## Exercise prompt
Each line of the data must be given back verbatim, with pictures removed.

[[ Information provided, beginning ]]

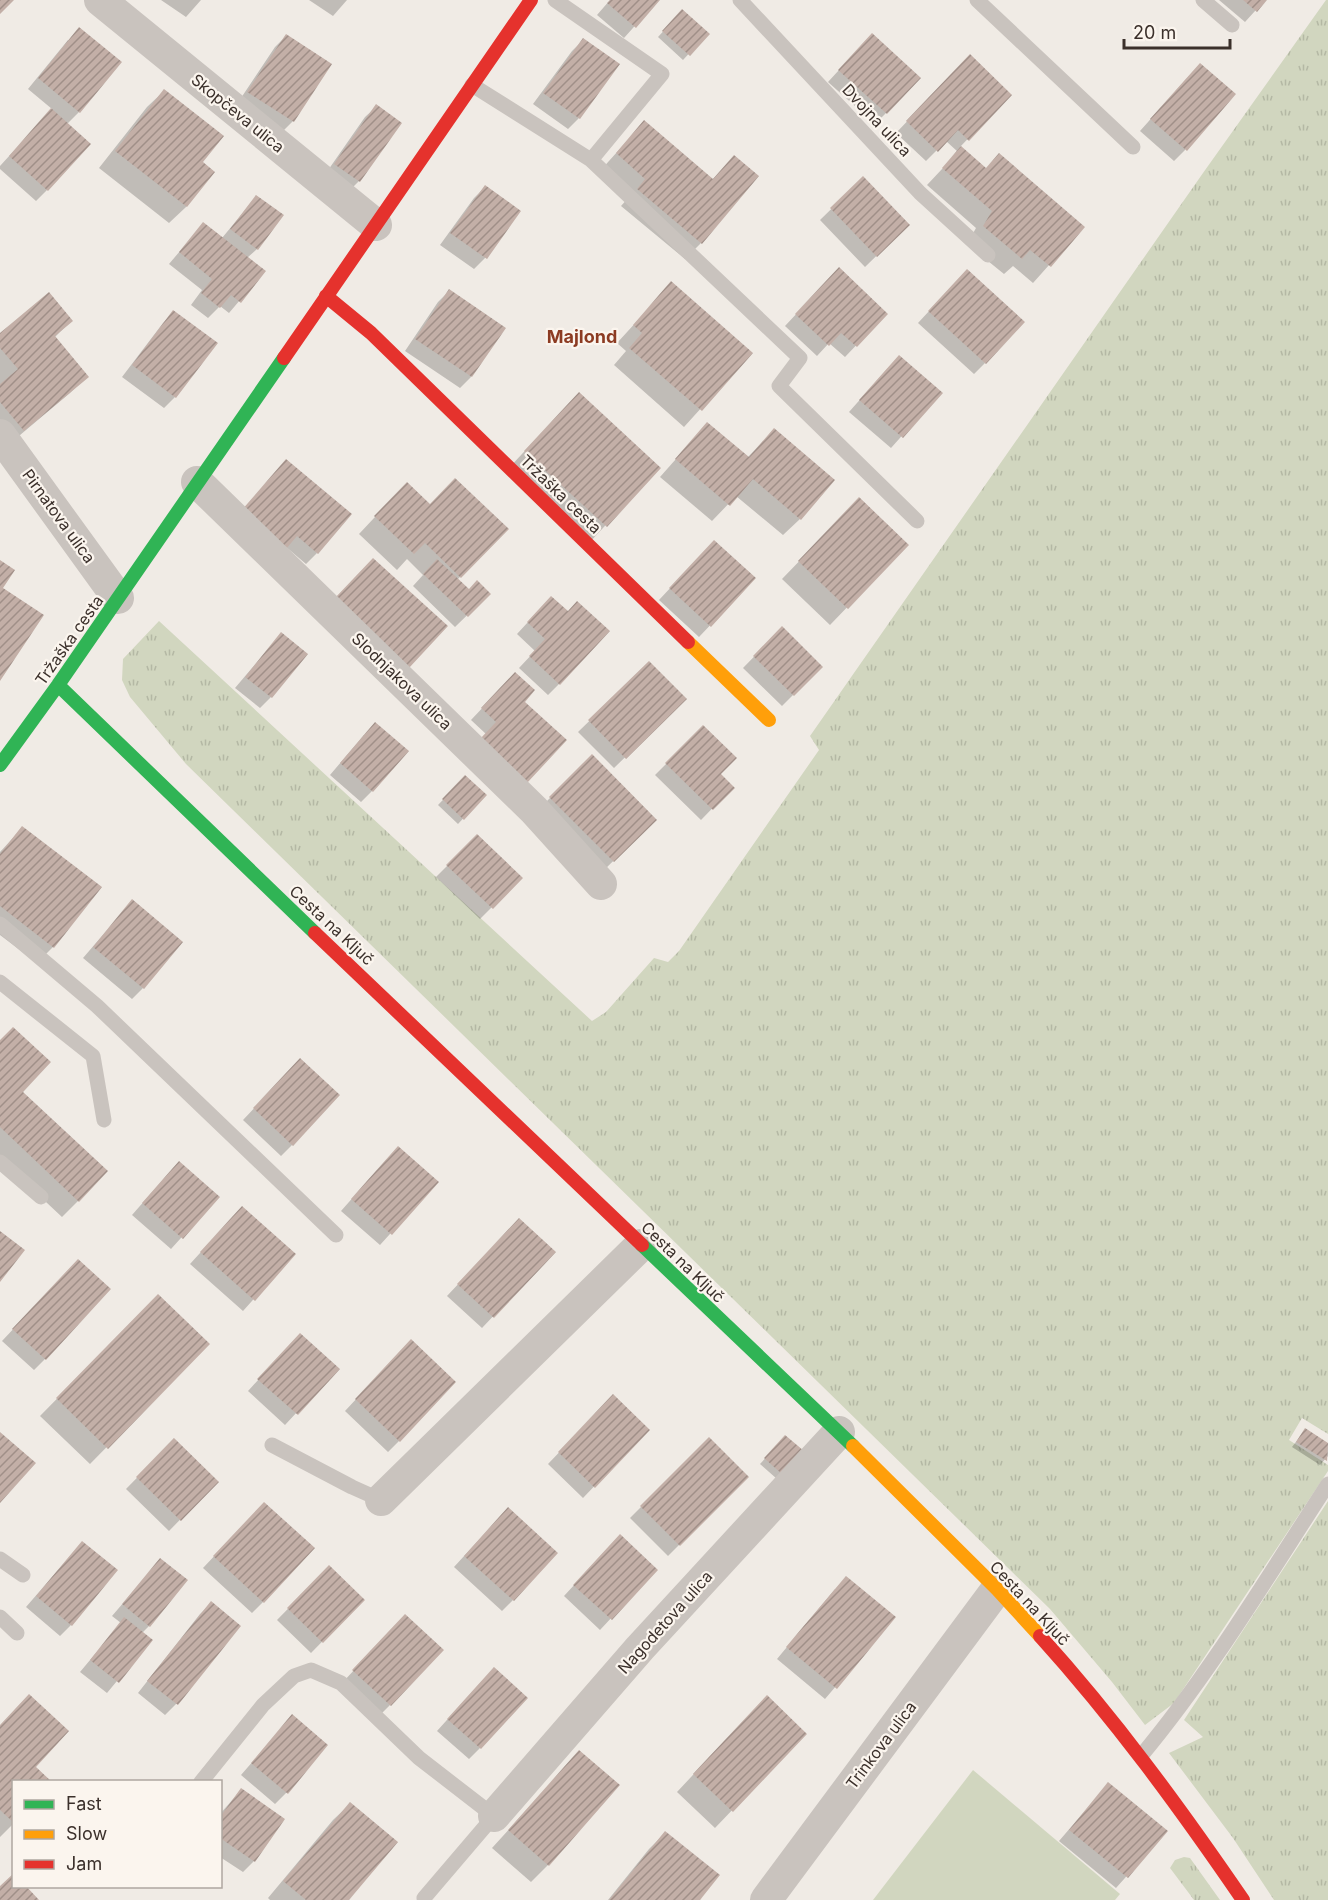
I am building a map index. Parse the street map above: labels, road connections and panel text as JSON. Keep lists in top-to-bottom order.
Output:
{
  "streets": {
    "street": [
      "Skopčeva ulica",
      "Tržaška cesta",
      "Pirnatova ulica",
      "Slodnjakova ulica",
      "Cesta na Ključ",
      "Nagodetova ulica",
      "Trinkova ulica"
    ],
    "lane": ["Dvojna ulica"]
  },
  "crossings": [
    ["Skopčeva ulica", "Tržaška cesta"],
    ["Tržaška cesta", "Pirnatova ulica"],
    ["Tržaška cesta", "Slodnjakova ulica"],
    ["Tržaška cesta", "Cesta na Ključ"],
    ["Cesta na Ključ", "Nagodetova ulica"],
    ["Cesta na Ključ", "Trinkova ulica"]
  ],
  "districts": ["Majlond"],
  "legend": ["Fast", "Slow", "Jam"],
  "scale_bar": "20 m"
}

[[ Information provided, end ]]

## Exercise output
I am building a map index. Parse the street map above: labels, road connections and panel text as JSON. Keep lists in top-to-bottom order.
Output:
{
  "streets": {
    "street": [
      "Skopčeva ulica",
      "Tržaška cesta",
      "Pirnatova ulica",
      "Slodnjakova ulica",
      "Cesta na Ključ",
      "Nagodetova ulica",
      "Trinkova ulica"
    ],
    "lane": ["Dvojna ulica"]
  },
  "crossings": [
    ["Skopčeva ulica", "Tržaška cesta"],
    ["Tržaška cesta", "Pirnatova ulica"],
    ["Tržaška cesta", "Slodnjakova ulica"],
    ["Tržaška cesta", "Cesta na Ključ"],
    ["Cesta na Ključ", "Nagodetova ulica"],
    ["Cesta na Ključ", "Trinkova ulica"]
  ],
  "districts": ["Majlond"],
  "legend": ["Fast", "Slow", "Jam"],
  "scale_bar": "20 m"
}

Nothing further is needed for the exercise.